Parents hear this more than almost any other sentence in the special education process. Your child melts down every day at home, has Sunday night anxiety, cries about friendships, or shuts down so completely by the time they get home that they can’t function — and the school’s assessment is: fine.
This gap is real, it’s common, and it is genuinely confusing.
Why the gap exists
Many kids who struggle hold it together at school through sheer effort — what researchers call compensatory strategies. They white-knuckle their way through the day, keeping the anxiety internal, masking the difficulty, suppressing the reactions. Then they get to the car, or walk through the front door, and release everything.
For these kids, “fine at school” is not evidence that they don’t need support. It’s often evidence that they’re working extraordinarily hard to appear fine — which is itself a sign that something is costing them a great deal.
Why this matters for evaluation and services
The standard for IEP eligibility is not that a child is visibly struggling in ways staff can observe directly. The standard is whether a disability adversely affects educational performance — which can include a child maintaining acceptable grades through extraordinary effort, whose social difficulties affect their ability to access the curriculum, or whose anxiety is affecting attendance and wellbeing.
What the school observes is one data point. What you observe at home is also a data point. Both belong in the evaluation picture.

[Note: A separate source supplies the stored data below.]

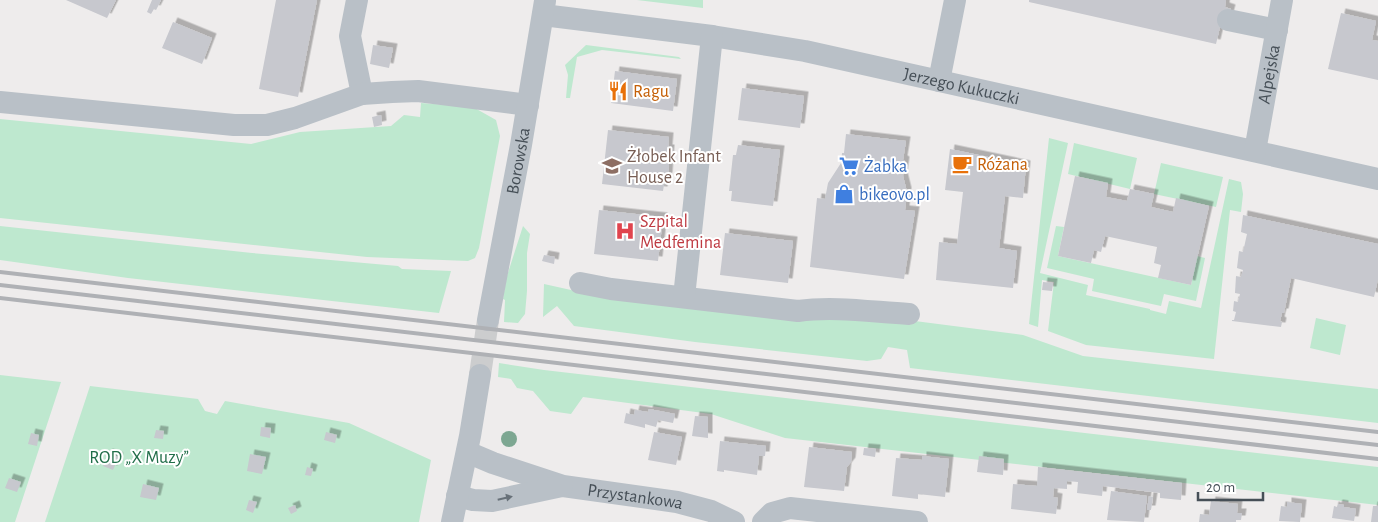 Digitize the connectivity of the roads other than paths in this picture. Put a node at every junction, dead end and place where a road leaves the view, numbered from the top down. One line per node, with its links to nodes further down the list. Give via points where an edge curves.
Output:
1 (358, 0): 9 (street, via 350,36)
2 (955, 0): 8 (street)
3 (1282, 0): 6 (street, Alpejska)
4 (544, 8): 7 (street, Jerzego Kukuczki); 11 (street, Borowska)
5 (1228, 20): 6 (street)
6 (1277, 30): 12 (street, Alpejska)
7 (712, 36): 8 (street, Jerzego Kukuczki, via 805,51); 15 (street)
8 (939, 81): 12 (street, Jerzego Kukuczki)
9 (362, 94): 10 (street, via 267,125 225,124); 11 (street, via 418,91)
10 (0, 102)
11 (528, 104): 17 (street, Borowska)
12 (1255, 151): 13 (street, Jerzego Kukuczki)
13 (1378, 179)
14 (580, 283): 15 (street)
15 (684, 297): 16 (street, via 798,311 855,310)
16 (909, 314)
17 (488, 320)
18 (480, 375): 19 (street)
19 (469, 444): 20 (street, Przystankowa, via 493,463); 21 (street)
20 (563, 486): 21 (street, Przystankowa, one-way to 20, via 492,501); 23 (street, Przystankowa, via 677,502 711,511)
21 (457, 496): 22 (street)
22 (452, 522)
23 (734, 522)
24 (763, 522): 25 (street, via 772,513 790,508)
25 (917, 522)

How to present home observations as data
Specific, behavioral descriptions are much harder to dismiss than vague ones.
Instead of: “She’s really struggling emotionally.”
Try: “She cries for 30 to 45 minutes after school on most days. On Sundays she has difficulty sleeping and reports stomachaches. She has said three times in the last month that she doesn’t want to go to school.”
Dates and frequency matter. Two weeks of specific notes is more useful than two years of general worry.
What to ask the school
When the school says your child is fine, ask three specific questions:
“What data are you using to reach that conclusion?”
“How does this child’s performance compare to same-age peers on these measures?”
“Are you observing the same child I’m describing, or could there be something they’re masking at school that doesn’t show up in your data?”
When to request an independent evaluation
If the school refuses to evaluate, that refusal must come with Prior Written Notice, which you can challenge. If the school did evaluate and you disagree with the results, you can request an Independent Educational Evaluation (IEE) at public expense. Put your disagreement in writing and request an IEE. The school must either fund it or initiate due process to defend their evaluation. This is a legal right, not a request.
The thing that’s hardest to say
Advocating for a child who seems fine to everyone else is exhausting. You second-guess yourself. You wonder if you’re overreacting. Your observations of your child are valid data. Persistence in the face of “they seem fine” is not overprotection — it is advocacy. And it often turns out to be right.